#### [Instructions for the task]
Show the lines below that contain the string "Leonardo".

━━━ Data section ━━━

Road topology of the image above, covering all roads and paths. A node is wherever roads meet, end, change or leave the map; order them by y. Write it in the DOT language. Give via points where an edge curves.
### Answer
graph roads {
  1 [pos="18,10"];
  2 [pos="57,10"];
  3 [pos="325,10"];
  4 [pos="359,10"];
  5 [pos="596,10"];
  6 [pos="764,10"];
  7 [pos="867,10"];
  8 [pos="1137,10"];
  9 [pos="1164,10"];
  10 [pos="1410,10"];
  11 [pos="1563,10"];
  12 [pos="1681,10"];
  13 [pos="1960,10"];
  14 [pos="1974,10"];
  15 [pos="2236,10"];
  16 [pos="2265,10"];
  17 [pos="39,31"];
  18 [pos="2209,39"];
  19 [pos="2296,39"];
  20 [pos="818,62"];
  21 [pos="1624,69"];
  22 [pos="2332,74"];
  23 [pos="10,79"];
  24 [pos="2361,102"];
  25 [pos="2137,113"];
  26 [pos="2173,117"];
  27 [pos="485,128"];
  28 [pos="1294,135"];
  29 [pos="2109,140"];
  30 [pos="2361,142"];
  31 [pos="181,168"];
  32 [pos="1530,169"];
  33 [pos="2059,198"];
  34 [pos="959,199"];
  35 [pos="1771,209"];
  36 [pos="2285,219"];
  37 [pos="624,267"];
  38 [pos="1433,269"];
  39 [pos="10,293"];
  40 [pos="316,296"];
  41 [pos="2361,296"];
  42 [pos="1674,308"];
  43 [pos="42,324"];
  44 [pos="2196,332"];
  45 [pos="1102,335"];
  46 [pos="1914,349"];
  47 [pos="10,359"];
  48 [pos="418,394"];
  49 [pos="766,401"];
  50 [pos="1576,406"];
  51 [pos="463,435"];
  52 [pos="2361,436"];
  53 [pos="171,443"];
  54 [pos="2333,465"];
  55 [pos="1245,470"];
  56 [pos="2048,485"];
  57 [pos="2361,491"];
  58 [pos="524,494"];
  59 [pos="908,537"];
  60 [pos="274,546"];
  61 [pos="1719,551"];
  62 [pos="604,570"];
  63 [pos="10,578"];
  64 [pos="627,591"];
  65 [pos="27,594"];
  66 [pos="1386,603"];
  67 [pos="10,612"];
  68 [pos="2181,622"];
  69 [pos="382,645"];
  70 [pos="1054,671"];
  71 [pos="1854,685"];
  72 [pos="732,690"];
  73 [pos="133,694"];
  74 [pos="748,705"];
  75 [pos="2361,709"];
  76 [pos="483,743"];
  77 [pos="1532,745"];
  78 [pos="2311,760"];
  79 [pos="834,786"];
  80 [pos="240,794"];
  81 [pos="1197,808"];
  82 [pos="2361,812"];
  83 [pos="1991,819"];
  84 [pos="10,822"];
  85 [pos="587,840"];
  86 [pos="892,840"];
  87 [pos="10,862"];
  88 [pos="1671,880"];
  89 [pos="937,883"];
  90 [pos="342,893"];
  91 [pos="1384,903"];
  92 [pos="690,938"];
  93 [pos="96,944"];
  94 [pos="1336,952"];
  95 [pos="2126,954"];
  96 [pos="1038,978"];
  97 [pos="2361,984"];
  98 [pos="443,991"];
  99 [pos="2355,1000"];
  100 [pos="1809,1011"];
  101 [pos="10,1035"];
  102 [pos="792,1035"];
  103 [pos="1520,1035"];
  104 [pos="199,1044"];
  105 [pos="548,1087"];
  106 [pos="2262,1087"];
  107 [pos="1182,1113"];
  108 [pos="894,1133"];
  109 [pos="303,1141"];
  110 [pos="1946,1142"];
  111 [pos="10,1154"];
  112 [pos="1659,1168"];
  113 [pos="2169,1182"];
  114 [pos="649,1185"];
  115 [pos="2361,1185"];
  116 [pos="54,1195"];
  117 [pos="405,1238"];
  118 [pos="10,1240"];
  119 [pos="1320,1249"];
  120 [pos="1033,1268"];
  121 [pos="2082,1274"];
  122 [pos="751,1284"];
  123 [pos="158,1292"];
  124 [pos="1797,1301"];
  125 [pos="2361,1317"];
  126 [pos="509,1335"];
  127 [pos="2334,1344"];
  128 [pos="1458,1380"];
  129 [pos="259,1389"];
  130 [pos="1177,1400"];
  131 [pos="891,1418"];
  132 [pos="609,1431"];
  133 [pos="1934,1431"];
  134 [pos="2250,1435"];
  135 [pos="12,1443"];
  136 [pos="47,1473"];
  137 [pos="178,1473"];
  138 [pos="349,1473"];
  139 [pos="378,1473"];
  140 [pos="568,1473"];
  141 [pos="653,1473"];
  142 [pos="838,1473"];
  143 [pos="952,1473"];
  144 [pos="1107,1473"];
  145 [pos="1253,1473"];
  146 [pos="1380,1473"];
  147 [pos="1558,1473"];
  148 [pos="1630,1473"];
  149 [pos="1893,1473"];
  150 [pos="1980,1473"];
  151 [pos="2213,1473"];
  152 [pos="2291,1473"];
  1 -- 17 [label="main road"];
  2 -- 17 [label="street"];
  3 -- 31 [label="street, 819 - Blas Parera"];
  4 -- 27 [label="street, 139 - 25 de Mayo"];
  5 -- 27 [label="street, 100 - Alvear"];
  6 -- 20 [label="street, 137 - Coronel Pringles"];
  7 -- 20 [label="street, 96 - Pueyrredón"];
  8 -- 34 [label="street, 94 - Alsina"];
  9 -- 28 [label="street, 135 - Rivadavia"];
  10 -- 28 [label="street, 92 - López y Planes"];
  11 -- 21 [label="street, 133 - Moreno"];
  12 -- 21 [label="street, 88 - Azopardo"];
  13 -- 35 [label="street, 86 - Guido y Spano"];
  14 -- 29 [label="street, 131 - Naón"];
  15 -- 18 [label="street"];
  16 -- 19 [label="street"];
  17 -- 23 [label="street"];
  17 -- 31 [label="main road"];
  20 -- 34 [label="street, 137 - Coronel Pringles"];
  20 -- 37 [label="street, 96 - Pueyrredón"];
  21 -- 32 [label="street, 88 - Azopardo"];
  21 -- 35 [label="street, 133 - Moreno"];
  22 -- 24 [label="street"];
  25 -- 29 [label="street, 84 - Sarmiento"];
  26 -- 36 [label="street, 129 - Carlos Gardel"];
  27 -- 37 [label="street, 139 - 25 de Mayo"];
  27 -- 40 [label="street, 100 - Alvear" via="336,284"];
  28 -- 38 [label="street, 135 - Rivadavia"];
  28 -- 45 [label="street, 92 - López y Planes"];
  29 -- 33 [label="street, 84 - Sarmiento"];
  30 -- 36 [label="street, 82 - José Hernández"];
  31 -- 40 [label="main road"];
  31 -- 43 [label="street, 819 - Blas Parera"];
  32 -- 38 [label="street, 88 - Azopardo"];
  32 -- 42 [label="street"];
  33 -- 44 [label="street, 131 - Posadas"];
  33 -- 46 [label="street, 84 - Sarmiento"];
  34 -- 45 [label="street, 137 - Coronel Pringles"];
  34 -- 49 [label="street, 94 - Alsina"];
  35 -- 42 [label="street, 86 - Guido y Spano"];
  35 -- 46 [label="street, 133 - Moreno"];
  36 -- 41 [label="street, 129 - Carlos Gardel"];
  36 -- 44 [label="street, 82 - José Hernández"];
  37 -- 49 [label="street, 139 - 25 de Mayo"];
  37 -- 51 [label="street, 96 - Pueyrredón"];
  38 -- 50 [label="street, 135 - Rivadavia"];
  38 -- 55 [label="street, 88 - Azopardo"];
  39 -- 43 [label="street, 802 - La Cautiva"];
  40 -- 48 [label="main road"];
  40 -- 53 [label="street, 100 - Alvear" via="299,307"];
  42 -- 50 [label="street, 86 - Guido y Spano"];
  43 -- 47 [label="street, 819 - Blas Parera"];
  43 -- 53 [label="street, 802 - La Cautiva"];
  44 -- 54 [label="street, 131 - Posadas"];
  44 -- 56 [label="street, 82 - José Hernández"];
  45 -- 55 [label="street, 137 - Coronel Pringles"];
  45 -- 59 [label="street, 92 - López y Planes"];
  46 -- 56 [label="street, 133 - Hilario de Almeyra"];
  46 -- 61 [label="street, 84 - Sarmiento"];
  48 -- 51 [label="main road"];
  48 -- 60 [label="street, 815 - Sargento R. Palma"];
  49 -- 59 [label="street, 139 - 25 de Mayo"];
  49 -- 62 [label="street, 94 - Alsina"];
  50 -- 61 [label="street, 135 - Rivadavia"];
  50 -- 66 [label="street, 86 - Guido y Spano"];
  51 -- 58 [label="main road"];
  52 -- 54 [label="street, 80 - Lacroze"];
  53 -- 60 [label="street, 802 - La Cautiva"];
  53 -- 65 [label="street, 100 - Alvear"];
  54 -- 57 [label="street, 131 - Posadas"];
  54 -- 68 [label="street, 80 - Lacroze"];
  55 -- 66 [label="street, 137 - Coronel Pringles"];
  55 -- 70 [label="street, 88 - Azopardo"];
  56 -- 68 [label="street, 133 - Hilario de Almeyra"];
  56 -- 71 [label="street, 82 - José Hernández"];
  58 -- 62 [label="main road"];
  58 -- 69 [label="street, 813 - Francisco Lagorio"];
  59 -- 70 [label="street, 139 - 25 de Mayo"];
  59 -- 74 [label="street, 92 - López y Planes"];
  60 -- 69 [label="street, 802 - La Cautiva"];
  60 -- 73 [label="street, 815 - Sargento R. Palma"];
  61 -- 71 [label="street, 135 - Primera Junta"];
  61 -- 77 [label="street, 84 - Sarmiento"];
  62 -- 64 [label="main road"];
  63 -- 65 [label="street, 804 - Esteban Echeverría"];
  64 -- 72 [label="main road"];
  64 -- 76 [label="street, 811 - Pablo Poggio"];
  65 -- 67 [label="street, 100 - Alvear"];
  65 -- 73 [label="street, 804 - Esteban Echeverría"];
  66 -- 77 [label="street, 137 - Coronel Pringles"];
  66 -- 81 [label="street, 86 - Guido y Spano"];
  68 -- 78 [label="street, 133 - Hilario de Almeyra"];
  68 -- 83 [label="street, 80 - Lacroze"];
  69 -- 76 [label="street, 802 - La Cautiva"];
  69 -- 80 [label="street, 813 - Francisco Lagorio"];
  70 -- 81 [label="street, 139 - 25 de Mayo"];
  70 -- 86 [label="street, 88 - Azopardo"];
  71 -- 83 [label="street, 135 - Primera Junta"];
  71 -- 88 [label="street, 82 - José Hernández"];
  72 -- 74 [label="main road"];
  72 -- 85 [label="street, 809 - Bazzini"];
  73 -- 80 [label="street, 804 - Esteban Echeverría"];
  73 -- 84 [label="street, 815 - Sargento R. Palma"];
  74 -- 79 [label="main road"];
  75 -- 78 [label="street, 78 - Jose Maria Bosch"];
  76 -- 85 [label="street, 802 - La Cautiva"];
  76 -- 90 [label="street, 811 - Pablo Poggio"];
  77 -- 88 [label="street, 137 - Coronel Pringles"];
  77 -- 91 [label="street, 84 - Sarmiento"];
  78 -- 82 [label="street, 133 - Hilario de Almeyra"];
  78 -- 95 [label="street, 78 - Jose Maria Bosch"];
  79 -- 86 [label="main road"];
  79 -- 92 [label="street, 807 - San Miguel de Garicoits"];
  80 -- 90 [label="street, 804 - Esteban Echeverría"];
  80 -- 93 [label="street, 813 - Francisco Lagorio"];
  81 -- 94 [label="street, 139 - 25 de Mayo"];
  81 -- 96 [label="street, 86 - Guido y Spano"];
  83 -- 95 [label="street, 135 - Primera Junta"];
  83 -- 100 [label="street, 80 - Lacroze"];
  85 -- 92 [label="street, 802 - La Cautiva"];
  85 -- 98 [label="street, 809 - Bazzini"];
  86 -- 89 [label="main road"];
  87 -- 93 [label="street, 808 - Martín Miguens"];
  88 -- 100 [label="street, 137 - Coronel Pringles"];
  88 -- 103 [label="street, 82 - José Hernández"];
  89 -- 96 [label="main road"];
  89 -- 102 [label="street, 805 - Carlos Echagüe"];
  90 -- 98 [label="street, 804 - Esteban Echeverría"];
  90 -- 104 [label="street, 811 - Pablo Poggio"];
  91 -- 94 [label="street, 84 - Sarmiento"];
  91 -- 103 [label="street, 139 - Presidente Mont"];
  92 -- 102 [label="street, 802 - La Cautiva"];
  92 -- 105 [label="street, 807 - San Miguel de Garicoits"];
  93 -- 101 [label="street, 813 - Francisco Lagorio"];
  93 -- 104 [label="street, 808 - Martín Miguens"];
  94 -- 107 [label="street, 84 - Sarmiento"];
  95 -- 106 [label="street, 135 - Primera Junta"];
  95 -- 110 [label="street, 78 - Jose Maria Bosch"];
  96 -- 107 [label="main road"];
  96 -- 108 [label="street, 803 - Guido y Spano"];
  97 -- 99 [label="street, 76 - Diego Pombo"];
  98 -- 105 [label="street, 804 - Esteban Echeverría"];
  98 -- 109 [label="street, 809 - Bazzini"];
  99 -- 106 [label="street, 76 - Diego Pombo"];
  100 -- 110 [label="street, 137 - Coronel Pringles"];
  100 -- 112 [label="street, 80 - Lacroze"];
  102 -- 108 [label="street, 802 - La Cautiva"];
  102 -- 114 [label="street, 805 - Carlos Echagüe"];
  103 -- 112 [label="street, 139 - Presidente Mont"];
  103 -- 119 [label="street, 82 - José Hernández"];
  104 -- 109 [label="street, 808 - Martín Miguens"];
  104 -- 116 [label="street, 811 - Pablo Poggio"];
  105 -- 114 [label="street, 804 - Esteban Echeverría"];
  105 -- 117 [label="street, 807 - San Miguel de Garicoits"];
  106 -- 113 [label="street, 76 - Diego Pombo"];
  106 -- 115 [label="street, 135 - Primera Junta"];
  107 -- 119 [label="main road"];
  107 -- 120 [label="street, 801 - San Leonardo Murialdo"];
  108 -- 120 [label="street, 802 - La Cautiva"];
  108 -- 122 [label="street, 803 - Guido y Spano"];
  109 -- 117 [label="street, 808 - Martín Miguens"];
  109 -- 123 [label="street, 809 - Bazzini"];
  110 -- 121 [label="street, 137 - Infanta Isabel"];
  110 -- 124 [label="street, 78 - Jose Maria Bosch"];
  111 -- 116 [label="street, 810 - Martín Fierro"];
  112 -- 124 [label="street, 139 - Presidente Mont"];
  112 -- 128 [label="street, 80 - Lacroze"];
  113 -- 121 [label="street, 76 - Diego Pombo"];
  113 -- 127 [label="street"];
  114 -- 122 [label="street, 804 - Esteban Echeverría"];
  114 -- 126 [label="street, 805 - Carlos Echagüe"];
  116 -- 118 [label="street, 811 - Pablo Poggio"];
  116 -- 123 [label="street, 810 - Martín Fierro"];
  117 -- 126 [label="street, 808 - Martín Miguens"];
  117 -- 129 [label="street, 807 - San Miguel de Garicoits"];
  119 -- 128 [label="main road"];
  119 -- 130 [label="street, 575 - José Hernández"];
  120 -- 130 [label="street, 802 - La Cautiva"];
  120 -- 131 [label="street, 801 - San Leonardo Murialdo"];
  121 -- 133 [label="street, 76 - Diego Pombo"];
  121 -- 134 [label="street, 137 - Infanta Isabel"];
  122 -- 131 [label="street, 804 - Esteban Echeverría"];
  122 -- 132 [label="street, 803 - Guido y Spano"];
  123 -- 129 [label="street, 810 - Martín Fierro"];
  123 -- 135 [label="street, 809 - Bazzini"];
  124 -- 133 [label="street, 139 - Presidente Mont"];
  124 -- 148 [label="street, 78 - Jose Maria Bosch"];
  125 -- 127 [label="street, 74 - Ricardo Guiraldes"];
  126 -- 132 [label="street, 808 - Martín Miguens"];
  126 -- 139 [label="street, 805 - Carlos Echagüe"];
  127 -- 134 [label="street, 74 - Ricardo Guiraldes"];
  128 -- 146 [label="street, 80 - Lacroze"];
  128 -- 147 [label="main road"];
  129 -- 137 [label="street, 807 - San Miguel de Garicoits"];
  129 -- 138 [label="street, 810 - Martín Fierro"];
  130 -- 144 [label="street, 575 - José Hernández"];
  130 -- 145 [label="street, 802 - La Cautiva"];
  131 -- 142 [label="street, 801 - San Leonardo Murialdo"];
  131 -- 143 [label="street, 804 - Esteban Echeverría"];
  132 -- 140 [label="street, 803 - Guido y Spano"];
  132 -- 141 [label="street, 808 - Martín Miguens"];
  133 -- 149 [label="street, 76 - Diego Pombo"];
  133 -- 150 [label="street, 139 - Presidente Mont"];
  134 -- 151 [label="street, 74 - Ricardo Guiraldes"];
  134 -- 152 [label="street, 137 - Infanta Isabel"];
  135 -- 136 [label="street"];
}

━━━

#### [Answer space]
  107 -- 120 [label="street, 801 - San Leonardo Murialdo"];
  120 -- 131 [label="street, 801 - San Leonardo Murialdo"];
  131 -- 142 [label="street, 801 - San Leonardo Murialdo"];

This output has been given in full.